The robot control techniques of the present disclosure have many real-world applications. For example, the robot control techniques could be used to control a physical robot in a real-world environment or a simulated robot in a virtual environment. As another example, the robot control techniques could be used to control other characters having movable joints like a robot.

The above examples are not in any way intended to be limiting. As persons skilled in the art will appreciate, as a general matter, the robot control techniques described herein can be implemented in any suitable application.

System Overview

FIG. 1 illustrates a block diagram of a computer-based system configured to implement one or more aspects of the various embodiments. As shown, the system 100 includes a machine learning server 110, a data store 120, and a computing device 140 in communication over a network 130, which can be a wide area network (WAN) such as the Internet, a local area network (LAN), and/or any other suitable network. Machine learning server 110 includes, without limitation, processor(s) 112 and a memory 114. Memory 114 includes, without limitation, a model trainer 116, a simulator 117, a behavior cloning loss calculator 118, and a critic aggregator 119. Data store 120 includes, without limitation, one or more expert critic models 121_i(referred to herein collectively as expert critic models 121 and individually as an expert critic model 121), one or more expert actor model 122_i(referred to herein collectively as expert actor models 122 and individually as an expert actor model 122), a student actor model 123 and expert demonstration data 124. Critic models are also referred to herein as “evaluation models.” Computing device 140 includes, without limitation, processor(s) 142 and a memory 144. Memory 144 includes, without limitation, a robot control application 146.

As shown, model trainer 116 executes on one or more processors 112 of the machine learning server 110 and is stored in a system memory 114 of the machine learning server 110. The processor(s) 112 receive user input from input devices, such as a keyboard or a mouse. In operation, the one or more processors 112 may include one or more primary processors of the machine learning server 110, controlling and coordinating operations of other system components. In particular, the processor(s) 112 can issue commands that control the operation of one or more graphics processing units (GPUs) (not shown) and/or other parallel processing circuitry (e.g., parallel processing units, deep learning accelerators, etc.) that incorporates circuitry optimized for graphics and video processing, including, for example, video output circuitry. The GPU(s) can deliver pixels to a display device that can be any conventional cathode ray tube, liquid crystal display, light-emitting diode display, and/or the like.

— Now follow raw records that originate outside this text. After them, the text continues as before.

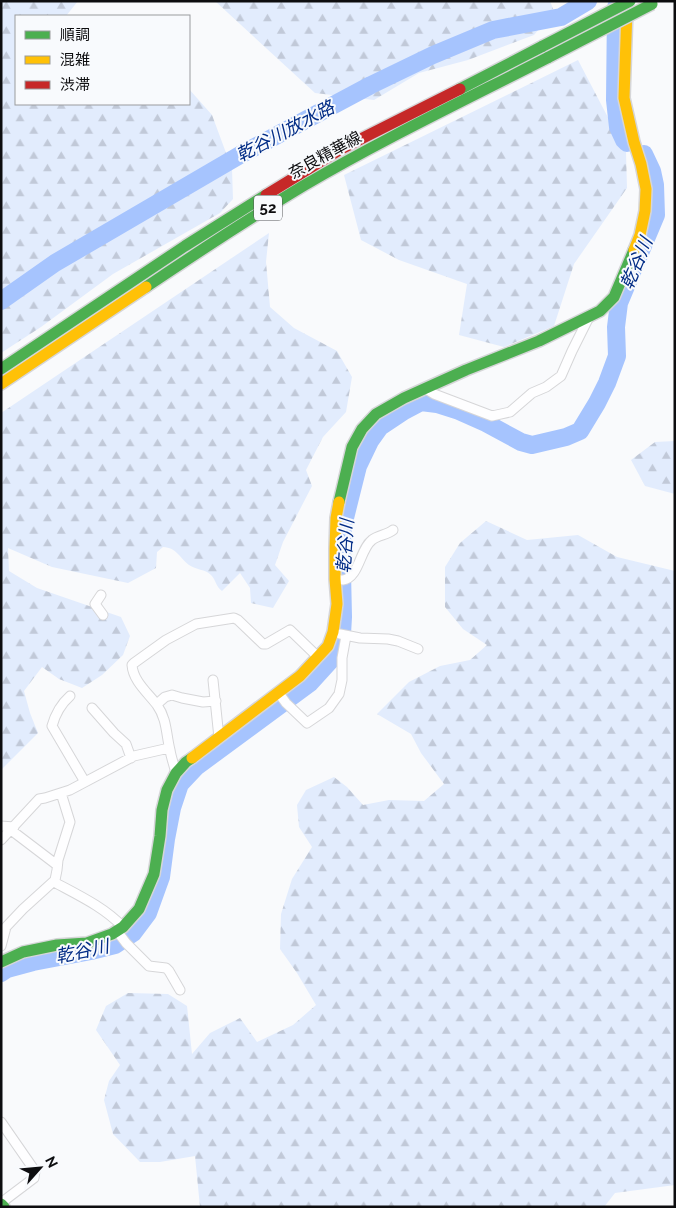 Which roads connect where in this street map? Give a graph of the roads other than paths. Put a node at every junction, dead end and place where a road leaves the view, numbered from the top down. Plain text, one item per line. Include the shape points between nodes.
1 (629, 1) edge
2 (654, 3) edge
3 (590, 317) junction
4 (1, 369) edge
5 (1, 384) edge
6 (426, 389) junction
7 (393, 530) dead end
8 (339, 580) junction
9 (101, 595) dead end
10 (103, 615) dead end
11 (339, 634) junction
12 (418, 650) dead end
13 (318, 657) junction
14 (213, 680) dead end
15 (70, 696) dead end
16 (282, 697) junction
17 (216, 701) junction
18 (157, 704) junction
19 (92, 708) dead end
20 (219, 738) junction
21 (169, 748) junction
22 (131, 758) junction
23 (176, 773) junction
24 (85, 782) junction
25 (61, 793) junction
26 (1, 826) edge
27 (12, 828) junction
28 (1, 840) edge
29 (57, 865) junction
30 (54, 882) junction
31 (122, 934) junction
32 (1, 946) edge
33 (1, 962) edge
34 (180, 990) dead end
35 (1, 1122) edge
36 (1, 1203) edge
37 (4, 1207) edge

1 - 3 main road via 624,98 646,189 645,211 640,235 614,297
1 - 4 main road, 奈良精華線 / 52, bridge via 300,173
2 - 5 main road, 奈良精華線 / 52, bridge via 303,186
3 - 6 main road
3 - 6 street via 561,376 532,393 510,412 492,416
6 - 8 main road via 376,414 352,447 336,518
7 - 8 street via 372,539 354,573
8 - 11 main road
9 - 10 street via 95,604
11 - 12 street via 398,641
11 - 13 main road
11 - 16 street via 342,680 340,691 329,708 307,723
13 - 16 main road
13 - 18 street via 290,630 263,644 236,618 196,624 166,640 132,665 140,685
14 - 17 street
15 - 24 street via 64,701 52,726
16 - 20 main road
17 - 18 street via 172,696
17 - 20 street
18 - 21 street via 163,716
19 - 22 street via 126,744
20 - 23 main road
21 - 22 street
21 - 23 street
22 - 24 street
23 - 31 main road via 162,810 154,874 139,909
24 - 25 street
25 - 27 street via 38,798
25 - 29 street via 70,822
26 - 27 street
27 - 28 street
27 - 29 street
29 - 30 street
30 - 31 street via 114,917
30 - 32 street via 14,917 6,927
31 - 33 main road via 87,943 23,952
31 - 34 street via 149,966 166,968
35 - 36 street via 35,1171 34,1178
36 - 37 main road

The system memory 114 of the machine learning server 110 stores content, such as software applications and data, for use by the processor(s) 112 and the GPU(s) and/or other processing units. The system memory 114 can be any type of memory capable of storing data and software applications, such as a random access memory (RAM), a read-only memory (ROM), an erasable programmable read-only memory (EPROM or Flash ROM), or any suitable combination of the foregoing. In at least one embodiment, a storage (not shown) can supplement or replace the system memory 114. The storage can include any number and type of external memories that are accessible to the processor 112 and/or the GPU. For example, and without limitation, the storage can include a Secure Digital Card, an external Flash memory, a portable compact disc read-only memory (CD-ROM), an optical storage device, a magnetic storage device, and/or any suitable combination of the foregoing.

The machine learning server 110 shown herein is for illustrative purposes only, and variations and modifications are possible without departing from the scope of the present disclosure. For example, the number of processors 112, the number of GPUs and/or other processing unit types, the number of system memories 114, and/or the number of applications included in the system memory 114 can be modified as desired. Further, the connection topology between the various units in FIG. 1 can be modified as desired. In at least one embodiment, any combination of the processor(s) 112, the system memory 114, and/or a GPU(s) can be included in and/or replaced with any type of virtual computing system, distributed computing system, and/or cloud computing environment, such as a public, private, or a hybrid cloud system.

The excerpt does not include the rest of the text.